The money to fight coronavirus includes over $3 billion for research and development of vaccines, test kits and medical treatments. Another $2.2 billion would aid public health activities on prevention, preparedness and response to outbreaks.

Washington would dedicate $1.25 billion in coming weeks and months to help international efforts aimed at reining in the virus, which was first detected late last year in China and has since spread around the globe.

Thursday’s briefing by U.S. health officials in the Capitol came a day after Vice President Mike Pence held separate meetings with House Democrats and Republicans to discuss plans for responding to any coronavirus outbreak.

Health and Human Services Secretary Alex Azar and Anthony Fauci, the director of the National Institute of Allergy and Infectious Diseases, were among those taking questions from House members on Thursday.

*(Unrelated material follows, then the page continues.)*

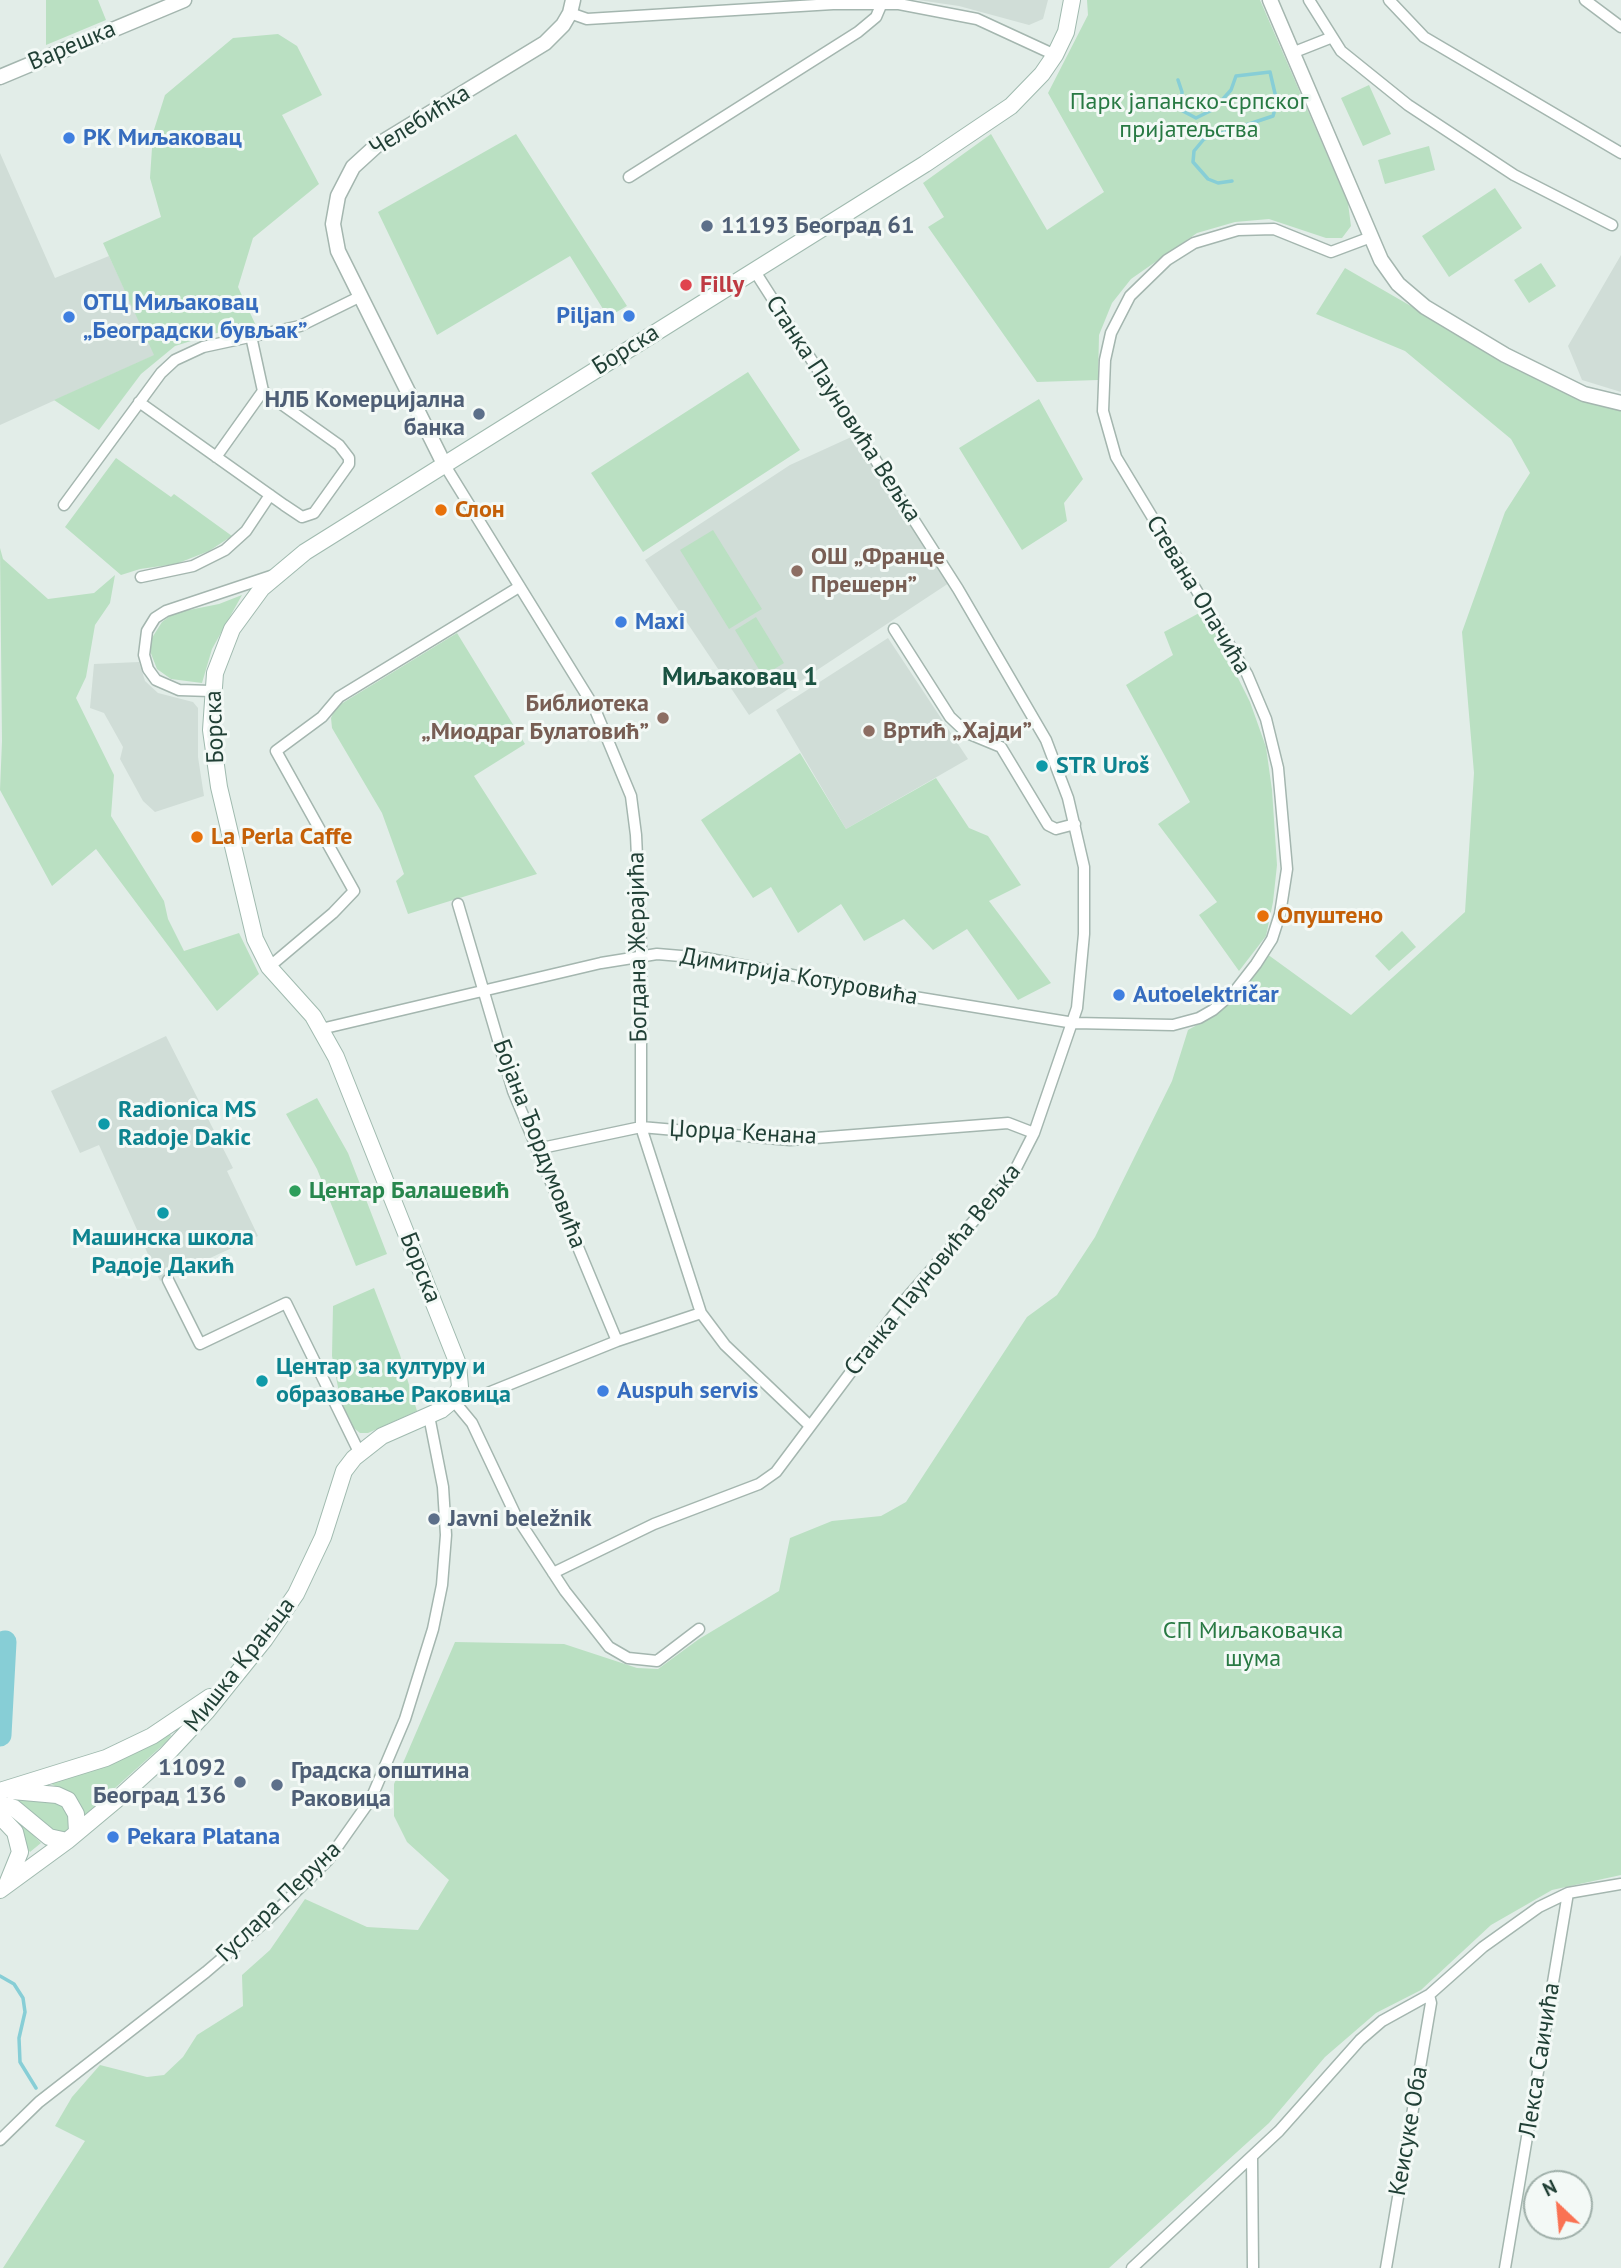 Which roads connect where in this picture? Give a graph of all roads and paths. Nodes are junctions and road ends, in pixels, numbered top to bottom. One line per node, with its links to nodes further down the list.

Representative Rosa DeLauro, who chairs a House panel that oversees federal spending on health programs, said she did not get satisfactory answers from officials about access to testing and diagnostics and how to help people who do not get paid sick days through their jobs or who have no health insurance.

Republican Representative Tom Cole, however, gave an upbeat assessment. “We’re still behind the curve there, but the sense is we’ll be moving pretty quickly and able to catch up.” He was referring to the growing number of tests that will be manufactured and could total around 1 million by next week.

The funding bill moving through Congress also would provide for low-interest federal loans to businesses affected by a coronavirus outbreak.